Second, the importance of positron emission tomography (PET) in the initial staging of mesothelioma is well documented, and Politi and Borzellino suggest that it is also useful for defining the true extent of recurrent disease. Certainly, it would seem rational to perform PET before any attempt to resect a putative local recurrence.
Third, although Politi and Borzellino conclude that the observed overall median survival of 14.5 months argues against performing repeat resection for curative purposes, survival of patients who underwent chest wall resection ranged from 14 to 29 months. In a group of patients in which many will have already undergone prior chemotherapy and radiotherapy and therefore have limited nonsurgical options, this survival would appear to be better than expected.

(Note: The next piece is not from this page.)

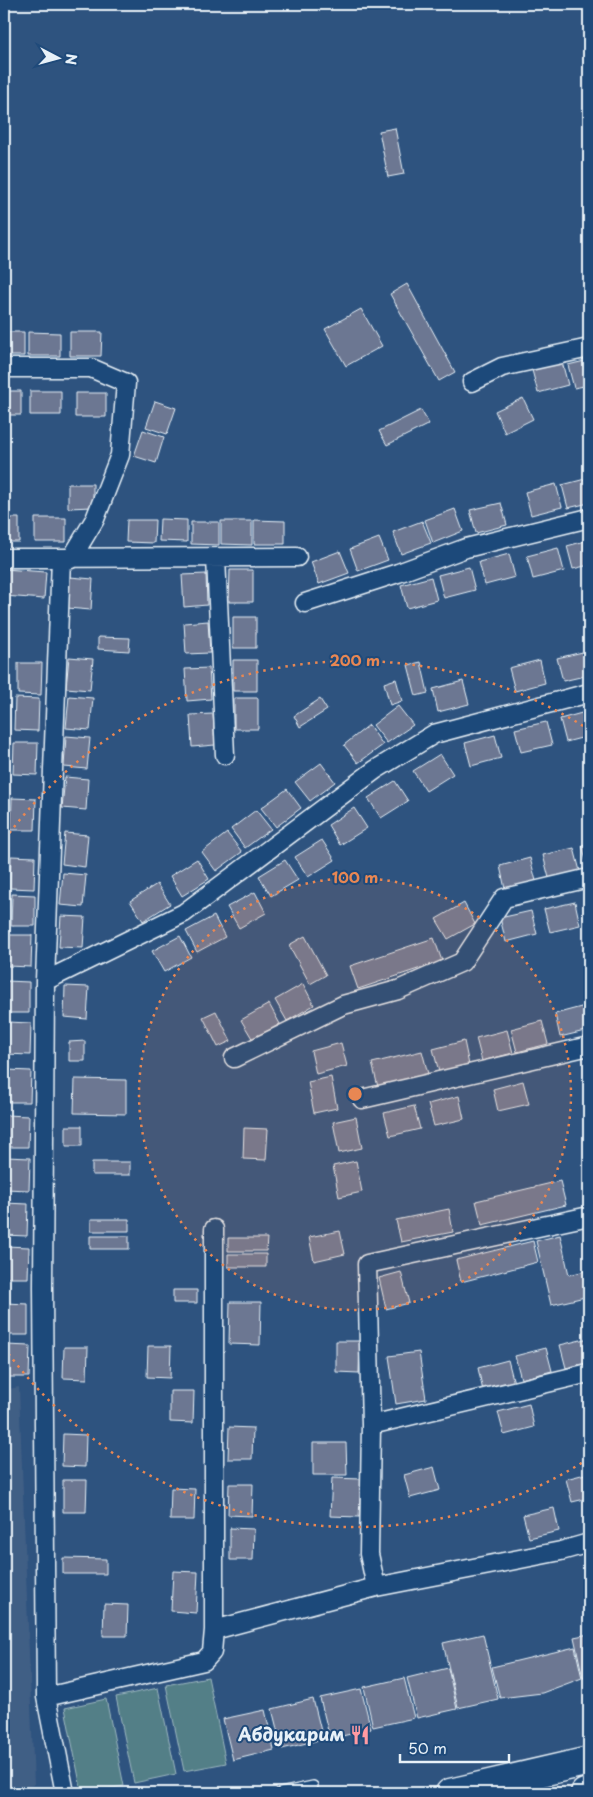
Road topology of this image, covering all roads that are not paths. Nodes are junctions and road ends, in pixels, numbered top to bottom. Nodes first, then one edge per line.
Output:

Mesothelioma remains a disease that is recalcitrant to current surgical and nonsurgical modalities. Nevertheless, aggressive cytoreductive multimodality approaches appear to result in prolonged survival in highly selected patients. In a very small subset of these patients in whom an isolated local recurrence develops after EPP, Politi and Borzellino have shown that repeat resection can be occasionally performed and that it can be done safely, and they have at least provided us an option to consider, particularly in cases where radiotherapy would not be feasible.